Виктор Петрович умиротворенно качался на кресле. Этот старик проработал с самого первого дня его существования. С самого первого спектакля. С систематической регулярностью старик рассказывал об этой постановке, посмотреть на которую приезжали даже из самой Златоглавой. Пожилым людям нравится вспоминать отдельные моменты уползающей жизни.
Старик работал осветителем. Только когда от артрита распухли суставы пальцев и ревматизм вконец замучил его, он перешел на работу вахтера. Тридцать один год старик провел, возясь с проводами и лампами. Он был частью театра. Частью знаменитого театра «Иллюзион».
О нем ходили легенды и слухи, впрочем, как и о любом старике, избегающем общества людей и молча делающем свою работу. Кто-то из театралов даже утверждал, что человек как две капли похожий на Виктора Петровича в послевоенное время работал в «Ленкоме» (кто-то утверждал, что видел старика в Тбилисском ТЮЗе ), но тот якобы умер в середине пятидесятых; поговаривали, что старик бессмертный, и обречен на скитания по театрам. Но все слухи были обусловлены тем, что никто ничего не знал о нем. Это отсутствие информации, естественным образом, заменялось домыслами.
От старика пахло театром. Такой неповторимый, непередаваемый и запоминающийся аромат. Состоящий из запаха свежеотпечатанных афиш и программок, французских булок и коньяка из буфета, отсыревшего дерева и картона декораций. К тому же Виктор Петрович был поклонником советской практичности и умеренности. Утюг, электроплитка и лакированные штиблеты, оставленные отцом, еще верно служили ему и были неотъемлемой частью слагаемых легенд.
- Ты справишься, не беспокойся, - вахтер достал из кармана сухарик и с треском начал его есть. – Ты ей понравишься.
- Думаете?
- Я просто уверен в этом, мой мальчик. Ты только не волнуйся, - старик расправился с сухарем и собрал крошки в тряпичный мешок. (Попугай Снопик начинал метаться по клетке от радости при виде этого мешочка).

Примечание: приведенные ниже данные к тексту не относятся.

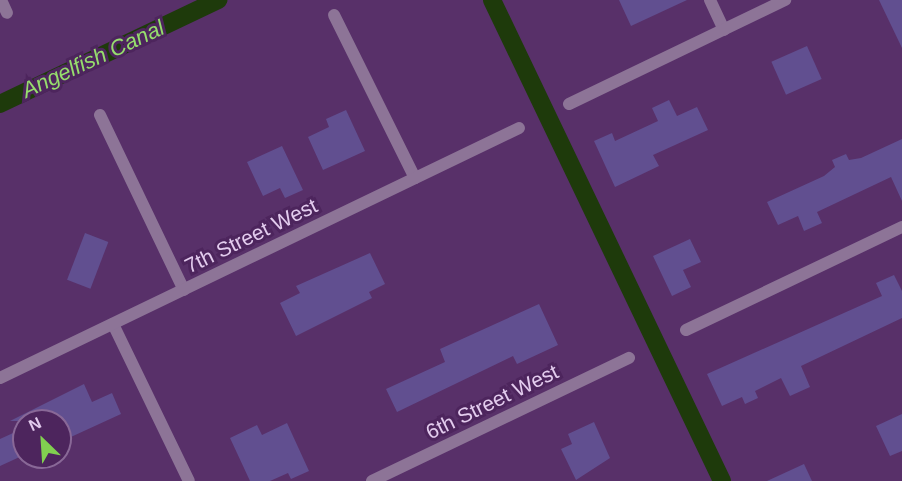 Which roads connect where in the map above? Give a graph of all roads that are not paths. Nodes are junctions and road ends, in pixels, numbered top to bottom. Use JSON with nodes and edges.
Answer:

- Она такая красивая. Правда? - Я прильнул лбом к холодному стеклу окна.
Старик улыбнулся и кивнул. Он встал на ноги, легонько похлопал меня по плечу и ушел, оставив меня наедине с моей прекрасной Лизой.
Она танцевала…
Господи, как она танцевала! Девушка моей мечты была похожа на ангела, парящего в воздухе. Медленно и грациозно двигаясь по комнате, она кружила в своем волшебном танце. Каждое ее движение завораживало и очаровывало.
Кровь бурлила в жилах и медленно растекалась по моему телу. Господи, сделай так, чтобы этот танец длился целую вечность!
Я забыл о времени. Наверное, как и она.

Внезапно Лиза подошла к окну и посмотрела в сторону моего «наблюдательного пункта». Я молниеносно отпрянул от стекла и задул свечу. Через секунду и в ее комнате погас свет.
Я тяжело дышал от волнения. Казалось, мне не хватало воздуха.
Взглянул на часы. Половина первого ночи. Волшебный танец длиною в пять часов.
Она увидела меня…
Я еще долго стоял у окна, вырисовывая перед умственным взором изгибы ее тела. Табачный дым хозяйничал в моих легких. Так как я курил редко (сказывалось влияние старика), от глубокой затяжки закружилась голова. Сел на холодный пол и спиной прислонился к стене. Сердце билось, словно пташка, умирающая в неволе.
Это было каким-то наваждением. Воображение рисовало мне ее обнаженное тело, и я чувствовал его запах.
Чайное блюдце, служившее пепельницей, заполнилось окурками. К утру я начал мерзнуть. Меня мучил озноб. В теле поселились жар и слабость. Пот стекал по мне, одежда пропиталась влагой и мерзко облепляла тело. Когда началась лихорадка, я обессилел и слег на пол.
И снова этот танец перед глазами. Волшебная грация. Лиза смотрела на меня. Она говорит что-то не связное, но я не понимаю смысла и есть ли смысл в ее словах. Она танцует и смеется.
Но танец не может длиться целую вечность.

Я проснулся в котельной. На своей узкой койке у холодной стены с выцветшими обоями. В воздухе витал аромат крепкого чая с лимоном. Котельную освещал маленький абажур.
- Проснулся?.. – Нина Богдановна суетилась у моего изголовья. Она готовила мне лекарства. – Мальчик мой, что же это ты на пол лег спать?
- Сам не заметил. Устал, наверное, очень, - ответил я.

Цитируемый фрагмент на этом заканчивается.